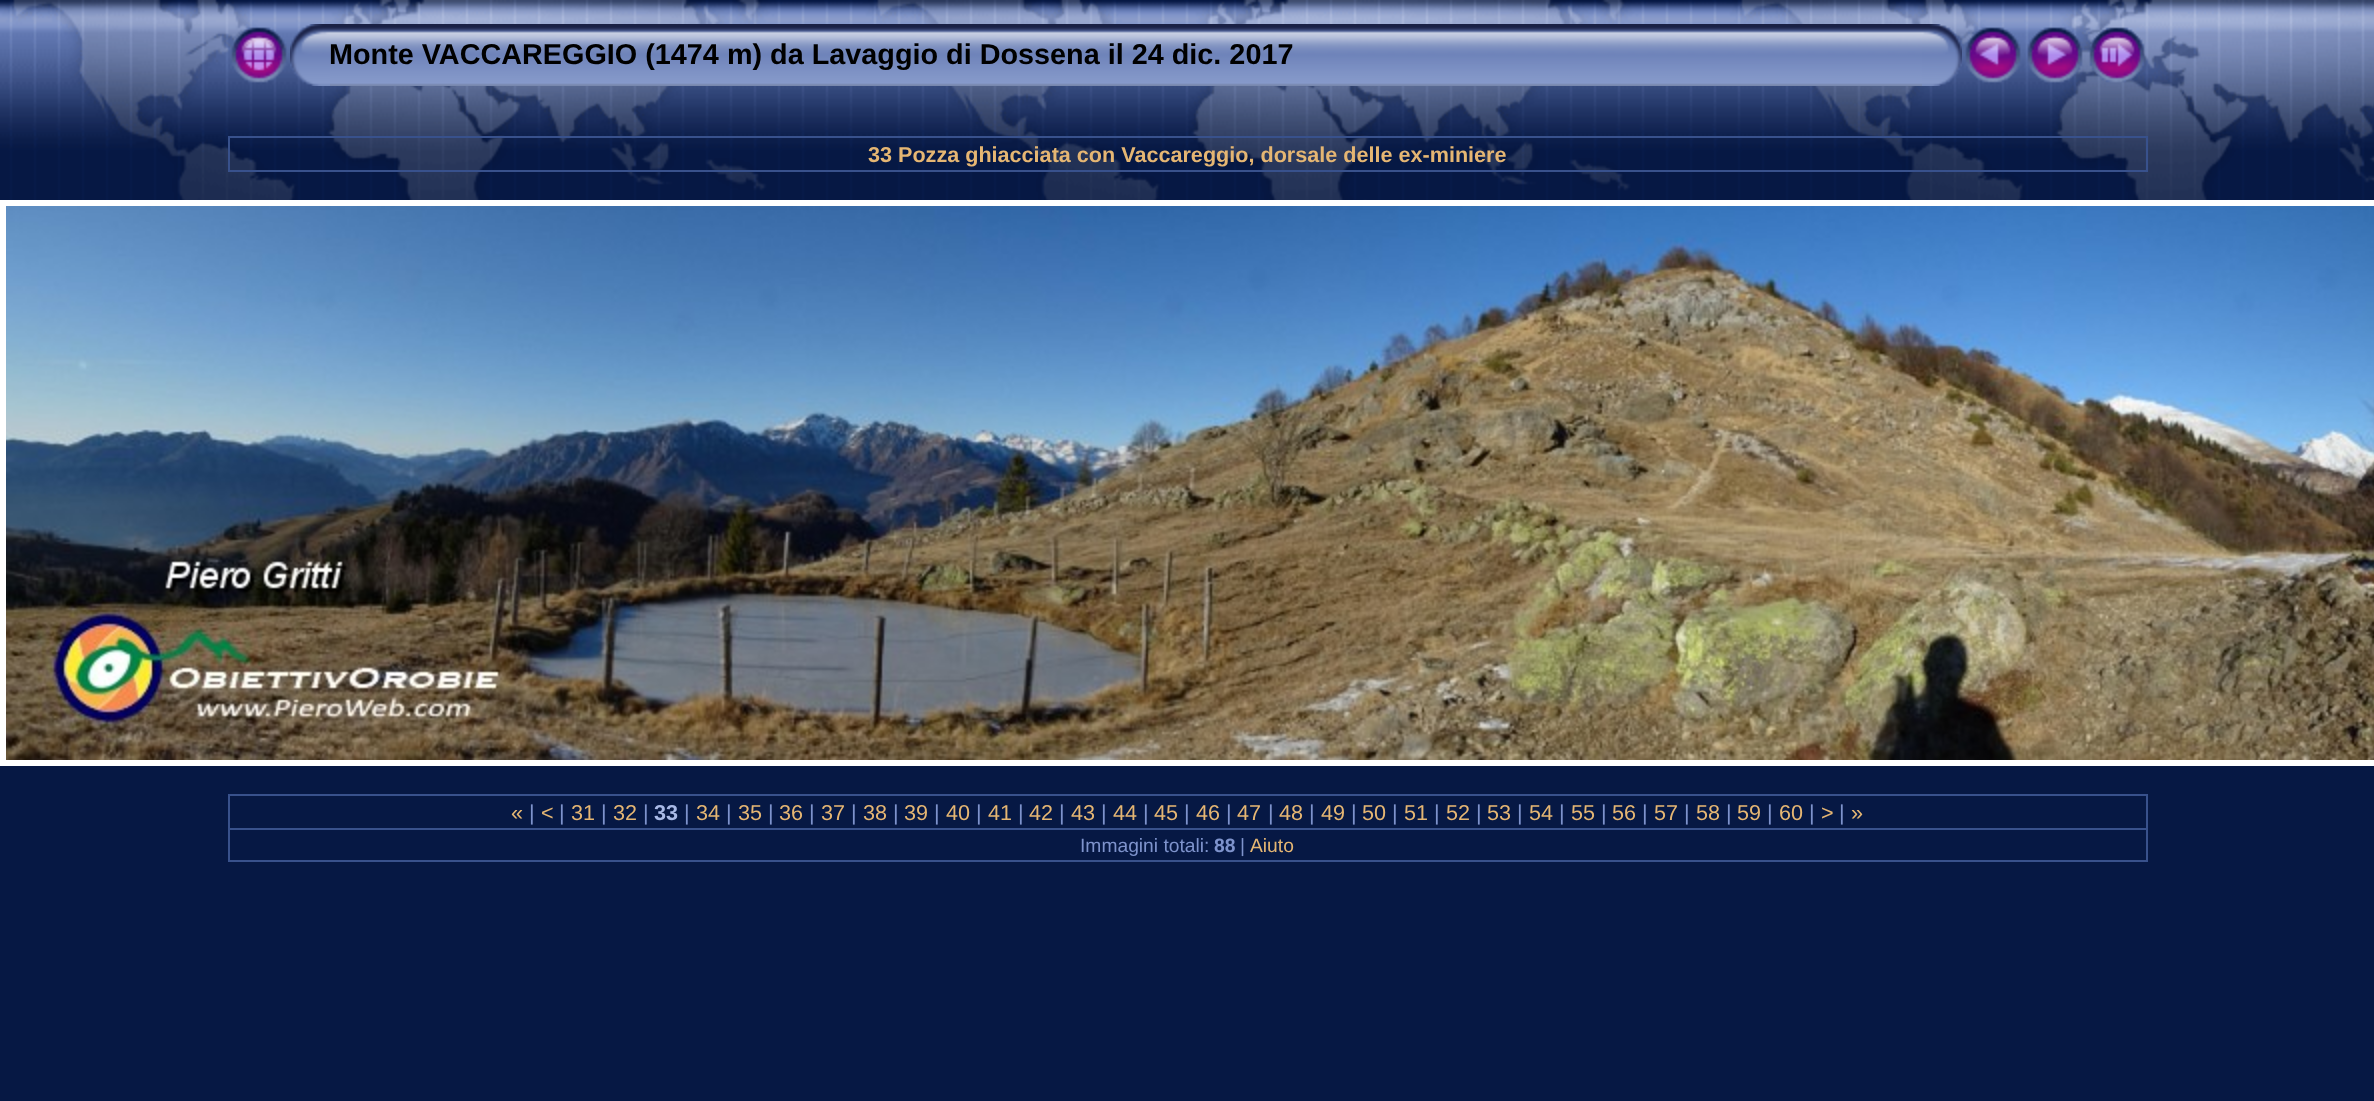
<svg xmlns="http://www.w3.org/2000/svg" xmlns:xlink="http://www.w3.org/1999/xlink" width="2374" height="1101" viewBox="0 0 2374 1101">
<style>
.cls-1{font:bold 28.8px Liberation Sans;fill:#000000}
.cls-2{font:bold 21.6px Liberation Sans;fill:#e5b673}
.cls-3{font:21.6px Liberation Sans;fill:#e5b673}
.cls-4{font:21.6px Liberation Sans;fill:#7e93cc}
.cls-5{font:bold 21.6px Liberation Sans;fill:#a9bae7}
.cls-6{font:19.25px Liberation Sans;fill:#7e93cc}
.cls-7{font:bold 19.25px Liberation Sans;fill:#7e93cc}
.cls-8{font:19.25px Liberation Sans;fill:#e5b673}
</style>
<rect width="100%" height="100%" fill="#061844"/>
<image xlink:href="image0.png" x="0" y="0" width="2374" height="200"/>
<image xlink:href="image1.png" x="231" y="27" width="56" height="56"/>
<image xlink:href="image2.png" x="290" y="24" width="40" height="62"/>
<image xlink:href="image3.png" x="330" y="24" width="1592" height="62"/>
<image xlink:href="image4.png" x="1922" y="24" width="40" height="62"/>
<image xlink:href="image5.png" x="1965" y="27" width="56" height="56"/>
<image xlink:href="image6.png" x="2027" y="27" width="56" height="56"/>
<image xlink:href="image7.png" x="2089" y="27" width="56" height="56"/>
<rect fill="#38518c" x="228" y="136" width="1920" height="2"/>
<rect fill="#38518c" x="2146" y="136" width="2" height="36"/>
<rect fill="#38518c" x="228" y="170" width="1920" height="2"/>
<rect fill="#38518c" x="228" y="136" width="2" height="36"/>
<rect fill="none" stroke="#ffffff" stroke-width="6" x="3" y="203" width="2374" height="560"/>
<image xlink:href="image8.png" x="6" y="206" width="2368" height="554"/>
<rect fill="#38518c" x="228" y="794" width="1920" height="2"/>
<rect fill="#38518c" x="228" y="828" width="1920" height="2"/>
<rect fill="#38518c" x="2146" y="828" width="2" height="34"/>
<rect fill="#38518c" x="2146" y="794" width="2" height="36"/>
<rect fill="#38518c" x="228" y="860" width="1920" height="2"/>
<rect fill="#38518c" x="228" y="828" width="2" height="34"/>
<rect fill="#38518c" x="228" y="794" width="2" height="36"/>
<text class="cls-1" x="329" y="64">Monte VACCAREGGIO (1474 m) da Lavaggio di Dossena il 24 dic. 2017</text>
<text class="cls-2" x="868" y="162">33 Pozza ghiacciata con Vaccareggio, dorsale delle ex-miniere</text>
<text class="cls-3" x="511" y="820">«</text>
<text class="cls-4" x="529" y="820">|</text>
<text class="cls-3" x="541" y="820">&lt;</text>
<text class="cls-4" x="559" y="820">|</text>
<text class="cls-3" x="571" y="820">31</text>
<text class="cls-4" x="601" y="820">|</text>
<text class="cls-3" x="613" y="820">32</text>
<text class="cls-4" x="643" y="820">|</text>
<text class="cls-5" x="654" y="820">33</text>
<text class="cls-4" x="684" y="820">|</text>
<text class="cls-3" x="696" y="820">34</text>
<text class="cls-4" x="726" y="820">|</text>
<text class="cls-3" x="738" y="820">35</text>
<text class="cls-4" x="768" y="820">|</text>
<text class="cls-3" x="779" y="820">36</text>
<text class="cls-4" x="809" y="820">|</text>
<text class="cls-3" x="821" y="820">37</text>
<text class="cls-4" x="851" y="820">|</text>
<text class="cls-3" x="863" y="820">38</text>
<text class="cls-4" x="893" y="820">|</text>
<text class="cls-3" x="904" y="820">39</text>
<text class="cls-4" x="934" y="820">|</text>
<text class="cls-3" x="946" y="820">40</text>
<text class="cls-4" x="976" y="820">|</text>
<text class="cls-3" x="988" y="820">41</text>
<text class="cls-4" x="1018" y="820">|</text>
<text class="cls-3" x="1029" y="820">42</text>
<text class="cls-4" x="1059" y="820">|</text>
<text class="cls-3" x="1071" y="820">43</text>
<text class="cls-4" x="1101" y="820">|</text>
<text class="cls-3" x="1113" y="820">44</text>
<text class="cls-4" x="1143" y="820">|</text>
<text class="cls-3" x="1154" y="820">45</text>
<text class="cls-4" x="1184" y="820">|</text>
<text class="cls-3" x="1196" y="820">46</text>
<text class="cls-4" x="1226" y="820">|</text>
<text class="cls-3" x="1237" y="820">47</text>
<text class="cls-4" x="1268" y="820">|</text>
<text class="cls-3" x="1279" y="820">48</text>
<text class="cls-4" x="1309" y="820">|</text>
<text class="cls-3" x="1321" y="820">49</text>
<text class="cls-4" x="1351" y="820">|</text>
<text class="cls-3" x="1362" y="820">50</text>
<text class="cls-4" x="1392" y="820">|</text>
<text class="cls-3" x="1404" y="820">51</text>
<text class="cls-4" x="1434" y="820">|</text>
<text class="cls-3" x="1446" y="820">52</text>
<text class="cls-4" x="1476" y="820">|</text>
<text class="cls-3" x="1487" y="820">53</text>
<text class="cls-4" x="1517" y="820">|</text>
<text class="cls-3" x="1529" y="820">54</text>
<text class="cls-4" x="1559" y="820">|</text>
<text class="cls-3" x="1571" y="820">55</text>
<text class="cls-4" x="1601" y="820">|</text>
<text class="cls-3" x="1612" y="820">56</text>
<text class="cls-4" x="1642" y="820">|</text>
<text class="cls-3" x="1654" y="820">57</text>
<text class="cls-4" x="1684" y="820">|</text>
<text class="cls-3" x="1696" y="820">58</text>
<text class="cls-4" x="1726" y="820">|</text>
<text class="cls-3" x="1737" y="820">59</text>
<text class="cls-4" x="1767" y="820">|</text>
<text class="cls-3" x="1779" y="820">60</text>
<text class="cls-4" x="1809" y="820">|</text>
<text class="cls-3" x="1821" y="820">&gt;</text>
<text class="cls-4" x="1839" y="820">|</text>
<text class="cls-3" x="1851" y="820">»</text>
<text class="cls-6" x="1080" y="852">Immagini totali:</text>
<text class="cls-7" x="1214" y="852">88</text>
<text class="cls-6" x="1240" y="852">|</text>
<text class="cls-8" x="1250" y="852">Aiuto</text>
</svg>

• _TASK_
What lines in the entries above hold "font"? Copy every one.

• _TASK RESULT_
.cls-1{font:bold 28.8px Liberation Sans;fill:#000000}
.cls-2{font:bold 21.6px Liberation Sans;fill:#e5b673}
.cls-3{font:21.6px Liberation Sans;fill:#e5b673}
.cls-4{font:21.6px Liberation Sans;fill:#7e93cc}
.cls-5{font:bold 21.6px Liberation Sans;fill:#a9bae7}
.cls-6{font:19.25px Liberation Sans;fill:#7e93cc}
.cls-7{font:bold 19.25px Liberation Sans;fill:#7e93cc}
.cls-8{font:19.25px Liberation Sans;fill:#e5b673}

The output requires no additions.